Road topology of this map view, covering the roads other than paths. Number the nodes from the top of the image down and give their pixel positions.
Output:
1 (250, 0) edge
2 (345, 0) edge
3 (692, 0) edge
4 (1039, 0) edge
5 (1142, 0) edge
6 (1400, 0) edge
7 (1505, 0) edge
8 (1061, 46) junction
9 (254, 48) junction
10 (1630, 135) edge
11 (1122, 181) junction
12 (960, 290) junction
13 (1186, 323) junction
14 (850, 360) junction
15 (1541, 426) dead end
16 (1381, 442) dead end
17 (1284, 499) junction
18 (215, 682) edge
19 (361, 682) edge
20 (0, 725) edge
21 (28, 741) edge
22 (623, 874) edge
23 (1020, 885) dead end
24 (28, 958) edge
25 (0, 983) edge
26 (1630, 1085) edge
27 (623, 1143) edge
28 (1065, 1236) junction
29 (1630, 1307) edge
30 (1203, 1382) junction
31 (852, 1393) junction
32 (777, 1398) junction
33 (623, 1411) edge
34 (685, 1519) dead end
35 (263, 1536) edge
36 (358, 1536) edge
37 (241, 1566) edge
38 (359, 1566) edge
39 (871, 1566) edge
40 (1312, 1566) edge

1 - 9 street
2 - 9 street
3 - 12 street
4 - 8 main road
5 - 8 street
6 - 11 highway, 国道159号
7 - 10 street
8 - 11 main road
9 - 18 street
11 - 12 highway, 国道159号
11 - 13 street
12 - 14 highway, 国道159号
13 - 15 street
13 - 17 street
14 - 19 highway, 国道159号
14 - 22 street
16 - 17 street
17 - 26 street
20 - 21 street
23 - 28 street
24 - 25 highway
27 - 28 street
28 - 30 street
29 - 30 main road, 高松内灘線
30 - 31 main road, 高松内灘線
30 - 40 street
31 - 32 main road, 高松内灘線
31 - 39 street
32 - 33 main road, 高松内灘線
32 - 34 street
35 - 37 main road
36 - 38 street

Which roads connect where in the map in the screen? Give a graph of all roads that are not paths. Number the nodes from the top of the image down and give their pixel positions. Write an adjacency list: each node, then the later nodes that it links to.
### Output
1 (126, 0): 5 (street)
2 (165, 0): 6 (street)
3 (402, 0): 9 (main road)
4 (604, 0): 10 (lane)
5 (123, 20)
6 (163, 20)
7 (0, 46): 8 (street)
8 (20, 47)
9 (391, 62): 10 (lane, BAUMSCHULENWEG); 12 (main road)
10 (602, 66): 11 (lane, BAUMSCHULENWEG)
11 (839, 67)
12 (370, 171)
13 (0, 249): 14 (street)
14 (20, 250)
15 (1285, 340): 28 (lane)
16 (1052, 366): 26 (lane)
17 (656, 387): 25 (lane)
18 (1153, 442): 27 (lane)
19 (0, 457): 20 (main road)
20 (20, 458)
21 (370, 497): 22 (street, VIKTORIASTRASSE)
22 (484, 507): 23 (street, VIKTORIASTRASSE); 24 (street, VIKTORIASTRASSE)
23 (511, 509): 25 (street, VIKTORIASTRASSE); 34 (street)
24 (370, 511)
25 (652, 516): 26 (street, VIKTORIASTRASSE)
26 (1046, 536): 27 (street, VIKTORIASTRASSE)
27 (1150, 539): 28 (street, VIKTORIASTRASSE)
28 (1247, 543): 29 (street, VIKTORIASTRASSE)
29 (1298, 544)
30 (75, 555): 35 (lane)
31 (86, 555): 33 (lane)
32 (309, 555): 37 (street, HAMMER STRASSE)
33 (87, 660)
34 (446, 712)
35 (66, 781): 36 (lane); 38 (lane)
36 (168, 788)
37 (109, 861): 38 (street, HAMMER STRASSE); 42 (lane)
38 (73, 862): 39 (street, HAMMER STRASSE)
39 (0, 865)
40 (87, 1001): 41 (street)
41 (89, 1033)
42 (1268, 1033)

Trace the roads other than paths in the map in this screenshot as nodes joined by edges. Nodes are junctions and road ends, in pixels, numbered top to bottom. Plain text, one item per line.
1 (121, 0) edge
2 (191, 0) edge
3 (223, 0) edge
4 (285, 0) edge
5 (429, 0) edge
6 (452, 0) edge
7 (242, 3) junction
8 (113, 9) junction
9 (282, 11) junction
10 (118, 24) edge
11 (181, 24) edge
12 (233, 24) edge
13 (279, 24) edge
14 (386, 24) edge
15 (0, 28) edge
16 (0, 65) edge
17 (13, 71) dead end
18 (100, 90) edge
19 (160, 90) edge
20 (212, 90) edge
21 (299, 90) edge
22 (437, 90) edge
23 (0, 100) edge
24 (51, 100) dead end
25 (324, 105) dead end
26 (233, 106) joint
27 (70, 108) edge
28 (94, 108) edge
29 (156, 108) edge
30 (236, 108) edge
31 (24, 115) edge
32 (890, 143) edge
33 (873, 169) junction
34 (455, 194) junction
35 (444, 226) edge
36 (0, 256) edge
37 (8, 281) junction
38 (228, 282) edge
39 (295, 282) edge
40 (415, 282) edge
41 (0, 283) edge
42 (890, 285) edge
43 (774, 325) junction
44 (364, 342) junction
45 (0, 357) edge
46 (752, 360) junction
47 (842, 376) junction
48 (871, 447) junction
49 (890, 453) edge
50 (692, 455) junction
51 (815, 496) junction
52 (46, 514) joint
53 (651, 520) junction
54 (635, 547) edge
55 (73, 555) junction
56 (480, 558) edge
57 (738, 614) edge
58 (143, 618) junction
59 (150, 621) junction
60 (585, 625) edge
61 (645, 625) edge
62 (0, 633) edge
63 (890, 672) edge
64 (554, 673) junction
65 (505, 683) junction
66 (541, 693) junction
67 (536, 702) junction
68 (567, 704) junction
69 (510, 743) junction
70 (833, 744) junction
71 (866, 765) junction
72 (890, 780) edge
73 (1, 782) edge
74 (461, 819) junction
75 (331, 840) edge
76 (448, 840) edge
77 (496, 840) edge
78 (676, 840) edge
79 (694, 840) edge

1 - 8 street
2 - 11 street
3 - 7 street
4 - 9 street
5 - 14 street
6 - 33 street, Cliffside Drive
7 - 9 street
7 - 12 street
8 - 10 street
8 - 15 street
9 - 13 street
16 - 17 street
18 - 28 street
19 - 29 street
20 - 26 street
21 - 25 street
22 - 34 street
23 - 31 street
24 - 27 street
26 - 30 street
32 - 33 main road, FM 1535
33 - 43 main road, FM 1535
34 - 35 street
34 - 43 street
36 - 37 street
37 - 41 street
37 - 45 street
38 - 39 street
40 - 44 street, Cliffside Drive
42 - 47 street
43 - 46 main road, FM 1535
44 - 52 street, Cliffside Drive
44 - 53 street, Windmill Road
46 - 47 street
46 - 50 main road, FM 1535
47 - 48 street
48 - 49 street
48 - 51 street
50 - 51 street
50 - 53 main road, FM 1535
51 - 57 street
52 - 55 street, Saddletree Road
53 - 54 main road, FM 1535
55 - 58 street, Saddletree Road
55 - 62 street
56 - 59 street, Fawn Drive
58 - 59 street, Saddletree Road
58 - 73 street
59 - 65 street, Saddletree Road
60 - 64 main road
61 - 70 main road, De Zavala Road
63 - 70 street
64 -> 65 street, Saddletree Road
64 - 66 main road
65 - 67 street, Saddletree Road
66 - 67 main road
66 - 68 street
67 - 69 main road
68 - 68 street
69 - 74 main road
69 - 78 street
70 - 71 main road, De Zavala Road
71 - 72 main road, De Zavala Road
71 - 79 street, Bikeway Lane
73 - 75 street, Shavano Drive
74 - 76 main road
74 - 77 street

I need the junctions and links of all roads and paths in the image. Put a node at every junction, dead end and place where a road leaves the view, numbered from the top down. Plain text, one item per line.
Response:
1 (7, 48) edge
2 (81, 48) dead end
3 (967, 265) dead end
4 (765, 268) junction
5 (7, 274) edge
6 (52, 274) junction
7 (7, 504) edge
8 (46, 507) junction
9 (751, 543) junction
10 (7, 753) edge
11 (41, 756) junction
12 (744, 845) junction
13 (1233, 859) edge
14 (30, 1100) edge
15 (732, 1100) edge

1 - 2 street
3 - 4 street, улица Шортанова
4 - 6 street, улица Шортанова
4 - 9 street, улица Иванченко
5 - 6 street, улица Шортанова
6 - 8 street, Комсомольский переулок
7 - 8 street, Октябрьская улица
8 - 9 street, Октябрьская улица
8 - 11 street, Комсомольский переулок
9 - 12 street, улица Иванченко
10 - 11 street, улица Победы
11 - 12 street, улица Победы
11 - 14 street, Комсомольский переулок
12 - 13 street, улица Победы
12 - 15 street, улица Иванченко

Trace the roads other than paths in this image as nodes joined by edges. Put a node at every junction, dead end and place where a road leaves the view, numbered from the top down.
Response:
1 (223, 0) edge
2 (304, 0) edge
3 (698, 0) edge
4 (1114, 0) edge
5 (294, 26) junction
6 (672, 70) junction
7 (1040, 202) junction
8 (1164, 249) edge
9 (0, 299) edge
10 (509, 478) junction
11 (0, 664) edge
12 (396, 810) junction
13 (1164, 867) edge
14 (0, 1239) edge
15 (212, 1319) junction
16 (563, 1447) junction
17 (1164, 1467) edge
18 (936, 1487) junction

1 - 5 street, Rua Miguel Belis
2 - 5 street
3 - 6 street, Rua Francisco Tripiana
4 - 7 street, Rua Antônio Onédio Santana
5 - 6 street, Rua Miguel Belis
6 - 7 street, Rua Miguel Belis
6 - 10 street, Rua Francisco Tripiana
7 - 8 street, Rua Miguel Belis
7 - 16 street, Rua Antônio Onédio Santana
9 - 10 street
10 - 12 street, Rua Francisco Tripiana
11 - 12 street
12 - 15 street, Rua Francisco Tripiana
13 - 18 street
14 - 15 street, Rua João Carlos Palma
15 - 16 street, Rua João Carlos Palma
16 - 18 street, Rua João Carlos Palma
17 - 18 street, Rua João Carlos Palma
══════
**Task instructions**:
Your answer is only the number of lines in the listing above that include the string "positions".

**Finished exercise**:
2